Once again, being limited to 5 rearguard circles hurt Neo Nectar, and so while Luquier “Яeverse” had Eva's sequential attacks to bring the game in, Neo Nectar didn't have a clear endgame plan beyond "vanilla break ride and make a 21k rearguard." In a format where the clan was contending with self-standing vanguards like Dragonic Descendant, Dauntless Drive, Raging Form, and Minerva, as well as with multiple attack decks like Eva, Ethics Buster Extreme, and Gancelot Zenith, Venus Trap was at an odd intersection of having the superior calls of Luquier “Яeverse” at lesser power level than “Яeverse” Daiyusha.
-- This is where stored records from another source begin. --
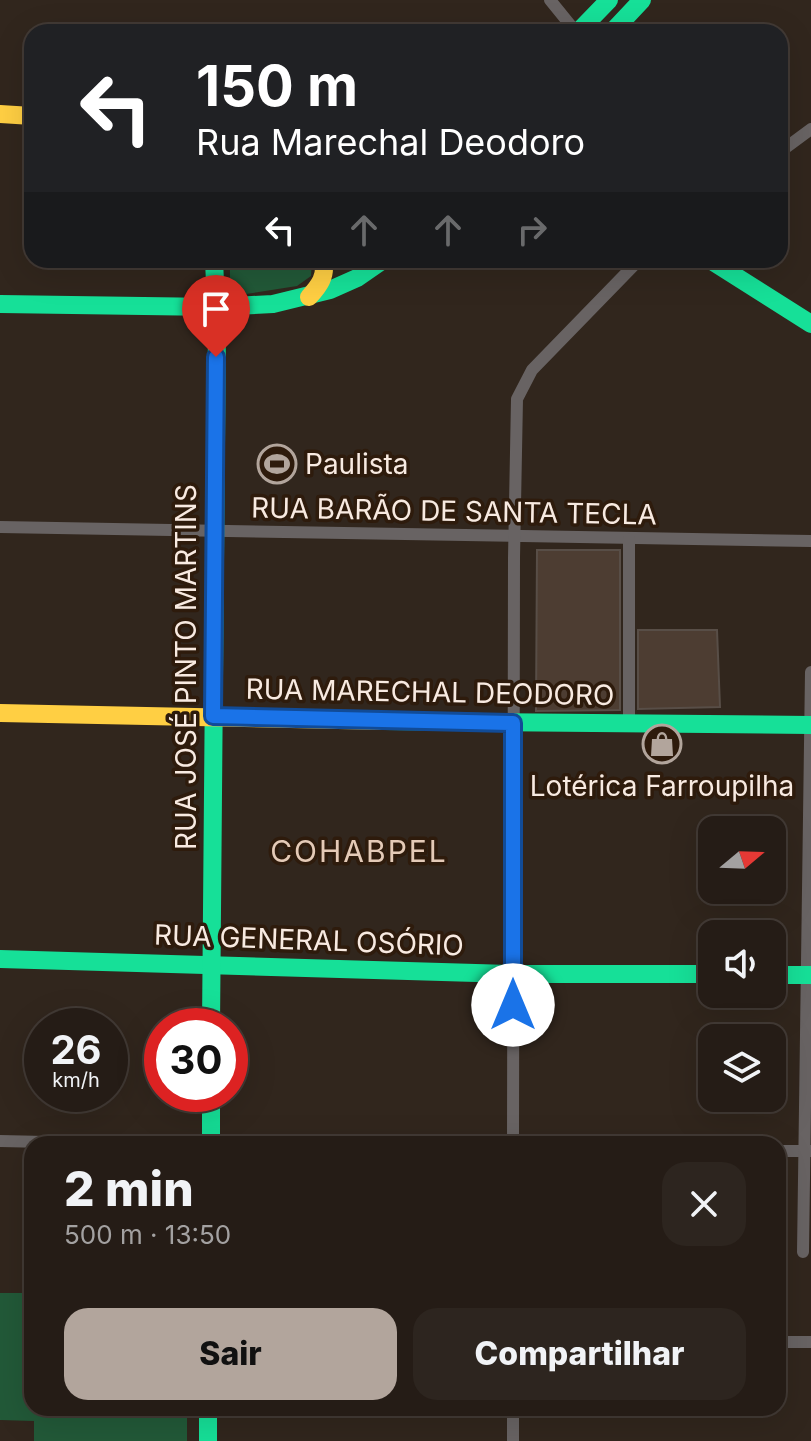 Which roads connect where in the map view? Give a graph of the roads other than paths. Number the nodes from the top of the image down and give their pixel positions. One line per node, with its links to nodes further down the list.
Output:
1 (550, 0): 4 (street)
2 (609, 0): 5 (street)
3 (642, 0): 6 (street)
4 (570, 24)
5 (585, 24)
6 (624, 24)
7 (0, 114): 8 (street)
8 (24, 116)
9 (811, 129): 10 (street)
10 (788, 146)
11 (214, 268): 19 (street, RUA JOSÉ PINTO MARTINS)
12 (222, 268): 20 (street)
13 (325, 268): 17 (street)
14 (373, 268): 17 (street)
15 (631, 268): 25 (street)
16 (723, 268): 21 (street)
17 (307, 299): 20 (street)
18 (0, 304): 19 (street)
19 (216, 307): 20 (street); 22 (street, RUA JOSÉ PINTO MARTINS)
20 (239, 308): 22 (street)
21 (811, 324)
22 (217, 328): 24 (street, RUA JOSÉ PINTO MARTINS)
23 (0, 527): 24 (street, RUA BARÃO DE SANTA TECLA)
24 (215, 529): 25 (street, RUA BARÃO DE SANTA TECLA); 30 (street, RUA JOSÉ PINTO MARTINS)
25 (514, 537): 26 (street, RUA BARÃO DE SANTA TECLA); 31 (street)
26 (629, 539): 27 (street, RUA BARÃO DE SANTA TECLA); 32 (street)
27 (811, 541)
28 (811, 672): 33 (street)
29 (0, 713): 30 (street, RUA MARECHAL DEODORO)
30 (213, 716): 31 (street, RUA MARECHAL DEODORO); 35 (street, RUA JOSÉ PINTO MARTINS)
31 (513, 723): 32 (street, RUA MARECHAL DEODORO); 36 (street)
32 (629, 724): 33 (street, RUA MARECHAL DEODORO)
33 (811, 725): 39 (street)
34 (0, 959): 35 (street, RUA GENERAL OSÓRIO)
35 (212, 966): 36 (street, RUA GENERAL OSÓRIO); 40 (street, RUA JOSÉ PINTO MARTINS)
36 (513, 974): 37 (street, RUA GENERAL OSÓRIO); 43 (street)
37 (698, 974)
38 (786, 975): 39 (street)
39 (809, 975): 47 (street)
40 (211, 1008)
41 (211, 1112): 42 (street)
42 (211, 1136)
43 (513, 1136)
44 (0, 1141): 45 (street)
45 (24, 1142)
46 (786, 1151): 47 (street)
47 (808, 1151): 48 (street)
48 (803, 1252)
49 (786, 1342): 50 (street)
50 (811, 1342)
51 (208, 1416): 53 (street)
52 (513, 1416): 54 (street)
53 (208, 1441)
54 (513, 1441)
Sadly, it was difficult to argue with the idea that this was anything more than a bad Sanctuary of Light clone. People would ask why you were playing Neo Nectar, and it was hard to answer.

Nowhere was that more clear than in the turn after your break ride, where the optimal play became to either Lock Pineapple's booster to make your vanguard/other rearguard column 21k, or to Lock a booster with an empty circle in front of it to make a 16k attacker. No matter what you did, you were just shuffling 5k around the board to demand functionally the same guard as a vanilla "swing with everything" turn, just with a +1 off the superior call.

Venus Trap on her own did not have an endgame to speak of, and the only alternative was to fall back on Sephirot, which left Neo Nectar more or less back where it started.

“That's great, but what if you run into Chaos Breaker/Glendios/Freezeray?

In concept Venus Trap was great. A bioroid made to defend the World Tree Yggdrasil, Link Joker implanted her with the power of the Void and turned her on her own homeland. The card was made as a bridge with Royal Paladin's lore, connected with the Lock Break Campaign promotional card Knight of Extravagance Toulouse; Toulouse's lore was that after learning to harness the power of unlock, he journeyed to Zoo to break Link Joker's hold over the inhabitants, rescuing his friend Venus. Appropriately, Toulouse's art was designed with Neo Nectar's aesthetics in mind. It was one of those neat moments where just looking at the cards you could infer a relationship.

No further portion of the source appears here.